Nodig voor vier:
5 eetlepels olijfolie
1 Mechelse koekoek van 2 kg (bruto)
1,8 dl goed gekruide gevogeltefond
16 segrijnslakjes (petit-gris) uit Namen en 2 eetlepels van hun kookvocht
90 g schoongemaakte Parijse champignons
60 g schoongemaakte kleine groene uitjes
25 g peterselie, schoongemaakt en van stelen ontdaan
een weinig citroensap
zout en peper van de molen.
Voorbereidingen: de koekoek schoonmaken en legen, het vlees van het karkas en de beenderen halen en in grove stukken snijden. Controleer of de slakken goed zijn schoongemaakt. Snijd de champignons in 4 of 6 stukken, naargelang van het formaat. Snijd de kleine uitjes in plakjes en hak de peterselie fijn.

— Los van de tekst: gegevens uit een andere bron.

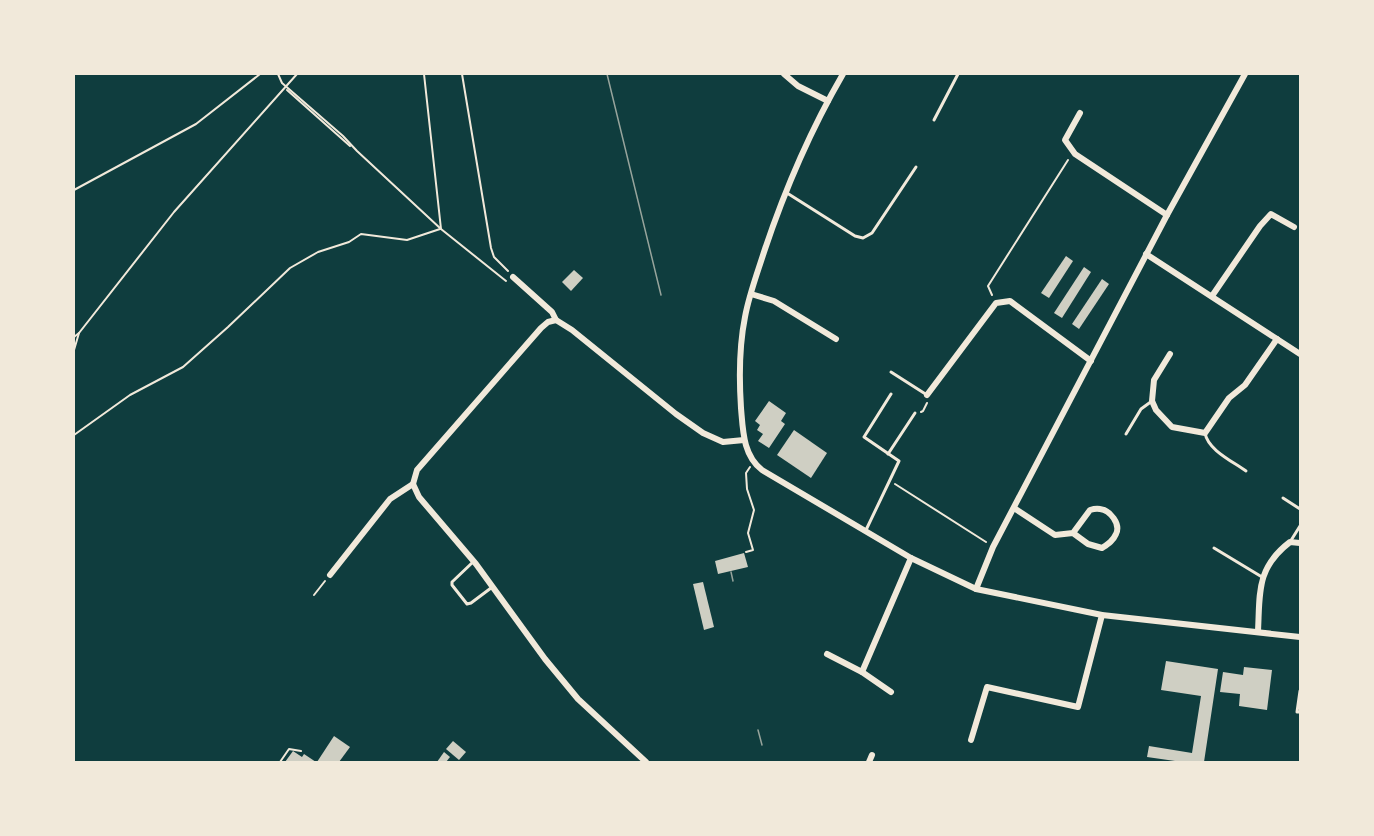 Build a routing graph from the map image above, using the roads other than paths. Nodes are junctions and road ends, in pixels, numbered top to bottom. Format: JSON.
{"nodes":[{"id":1,"x":784,"y":74,"type":"edge"},
{"id":2,"x":843,"y":74,"type":"edge"},
{"id":3,"x":958,"y":74,"type":"edge"},
{"id":4,"x":1245,"y":74,"type":"edge"},
{"id":5,"x":828,"y":100,"type":"junction"},
{"id":6,"x":1080,"y":113,"type":"dead end"},
{"id":7,"x":934,"y":120,"type":"dead end"},
{"id":8,"x":916,"y":168,"type":"dead end"},
{"id":9,"x":785,"y":191,"type":"junction"},
{"id":10,"x":1167,"y":215,"type":"junction"},
{"id":11,"x":1294,"y":227,"type":"dead end"},
{"id":12,"x":1146,"y":254,"type":"junction"},
{"id":13,"x":513,"y":277,"type":"road end"},
{"id":14,"x":751,"y":294,"type":"junction"},
{"id":15,"x":1212,"y":296,"type":"junction"},
{"id":16,"x":556,"y":320,"type":"junction"},
{"id":17,"x":836,"y":339,"type":"dead end"},
{"id":18,"x":1277,"y":339,"type":"junction"},
{"id":19,"x":1170,"y":354,"type":"dead end"},
{"id":20,"x":1300,"y":354,"type":"edge"},
{"id":21,"x":1091,"y":361,"type":"junction"},
{"id":22,"x":891,"y":372,"type":"dead end"},
{"id":23,"x":891,"y":394,"type":"dead end"},
{"id":24,"x":927,"y":395,"type":"joint"},
{"id":25,"x":1152,"y":401,"type":"junction"},
{"id":26,"x":915,"y":413,"type":"road end"},
{"id":27,"x":1205,"y":433,"type":"junction"},
{"id":28,"x":1126,"y":434,"type":"dead end"},
{"id":29,"x":744,"y":440,"type":"junction"},
{"id":30,"x":888,"y":454,"type":"junction"},
{"id":31,"x":1246,"y":471,"type":"dead end"},
{"id":32,"x":413,"y":483,"type":"junction"},
{"id":33,"x":1283,"y":498,"type":"dead end"},
{"id":34,"x":1014,"y":508,"type":"junction"},
{"id":35,"x":1300,"y":509,"type":"edge"},
{"id":36,"x":1300,"y":526,"type":"edge"},
{"id":37,"x":865,"y":532,"type":"junction"},
{"id":38,"x":1073,"y":533,"type":"junction"},
{"id":39,"x":1290,"y":542,"type":"junction"},
{"id":40,"x":1300,"y":543,"type":"edge"},
{"id":41,"x":1214,"y":548,"type":"dead end"},
{"id":42,"x":911,"y":558,"type":"junction"},
{"id":43,"x":474,"y":561,"type":"junction"},
{"id":44,"x":330,"y":575,"type":"road end"},
{"id":45,"x":1262,"y":577,"type":"junction"},
{"id":46,"x":493,"y":586,"type":"junction"},
{"id":47,"x":976,"y":588,"type":"junction"},
{"id":48,"x":1102,"y":615,"type":"junction"},
{"id":49,"x":1258,"y":631,"type":"junction"},
{"id":50,"x":1300,"y":637,"type":"edge"},
{"id":51,"x":827,"y":654,"type":"dead end"},
{"id":52,"x":862,"y":672,"type":"junction"},
{"id":53,"x":891,"y":692,"type":"dead end"},
{"id":54,"x":1300,"y":692,"type":"edge"},
{"id":55,"x":1300,"y":712,"type":"edge"},
{"id":56,"x":970,"y":740,"type":"dead end"},
{"id":57,"x":872,"y":755,"type":"dead end"},
{"id":58,"x":646,"y":762,"type":"edge"},
{"id":59,"x":869,"y":762,"type":"edge"}],
"edges":[{"from":1,"to":5,"type":"street"},
{"from":2,"to":5,"type":"street"},
{"from":3,"to":7,"type":"lane"},
{"from":4,"to":10,"type":"street"},
{"from":5,"to":9,"type":"street"},
{"from":6,"to":10,"type":"street"},
{"from":8,"to":9,"type":"lane"},
{"from":9,"to":14,"type":"street"},
{"from":10,"to":12,"type":"street"},
{"from":11,"to":15,"type":"street"},
{"from":12,"to":15,"type":"street"},
{"from":12,"to":21,"type":"street"},
{"from":13,"to":16,"type":"street"},
{"from":14,"to":17,"type":"street"},
{"from":14,"to":29,"type":"street"},
{"from":15,"to":18,"type":"street"},
{"from":16,"to":29,"type":"street"},
{"from":16,"to":32,"type":"street"},
{"from":18,"to":20,"type":"street"},
{"from":18,"to":27,"type":"street"},
{"from":19,"to":25,"type":"street"},
{"from":21,"to":24,"type":"street"},
{"from":21,"to":34,"type":"street"},
{"from":22,"to":24,"type":"lane"},
{"from":23,"to":30,"type":"lane"},
{"from":25,"to":27,"type":"street"},
{"from":25,"to":28,"type":"lane"},
{"from":26,"to":30,"type":"lane"},
{"from":27,"to":31,"type":"lane"},
{"from":29,"to":37,"type":"street"},
{"from":30,"to":37,"type":"lane"},
{"from":32,"to":43,"type":"street"},
{"from":32,"to":44,"type":"street"},
{"from":33,"to":35,"type":"lane"},
{"from":34,"to":38,"type":"street"},
{"from":34,"to":47,"type":"street"},
{"from":36,"to":39,"type":"lane"},
{"from":37,"to":42,"type":"street"},
{"from":38,"to":38,"type":"street"},
{"from":39,"to":40,"type":"street"},
{"from":39,"to":45,"type":"street"},
{"from":41,"to":45,"type":"lane"},
{"from":42,"to":47,"type":"street"},
{"from":42,"to":52,"type":"street"},
{"from":43,"to":46,"type":"street"},
{"from":43,"to":46,"type":"lane"},
{"from":45,"to":49,"type":"street"},
{"from":46,"to":58,"type":"street"},
{"from":47,"to":48,"type":"street"},
{"from":48,"to":49,"type":"street"},
{"from":48,"to":56,"type":"street"},
{"from":49,"to":50,"type":"street"},
{"from":51,"to":52,"type":"street"},
{"from":52,"to":53,"type":"street"},
{"from":54,"to":55,"type":"lane"},
{"from":57,"to":59,"type":"street"}]}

Bewaar beide onder plasticfilm in de koelkast.
Afwerking: verwarm de olijfolie in een pan, braad de champignons en de slakken, kruid met mate met peper en zout, haal uit de pan en houd warm. Kruid de stukken kip, laat het vlees kleuren in dezelfde olie en gaar 2 à 3 minuten. Blus de warmte in de pan met fond, citroensap en kookvocht van de slakken. Laat het vocht tot de helft inkoken. Voeg de slakken, de champignons, de peterselie en de uitjes toe. Controleer de kruiding en voeg, indien gewenst, peper, zout en een weinig citroensap toe. Verdeel het vlees over warme borden en giet de saus over het vlees. Dien warm op, met naar wens bereide seizoengroenten en aardappelen.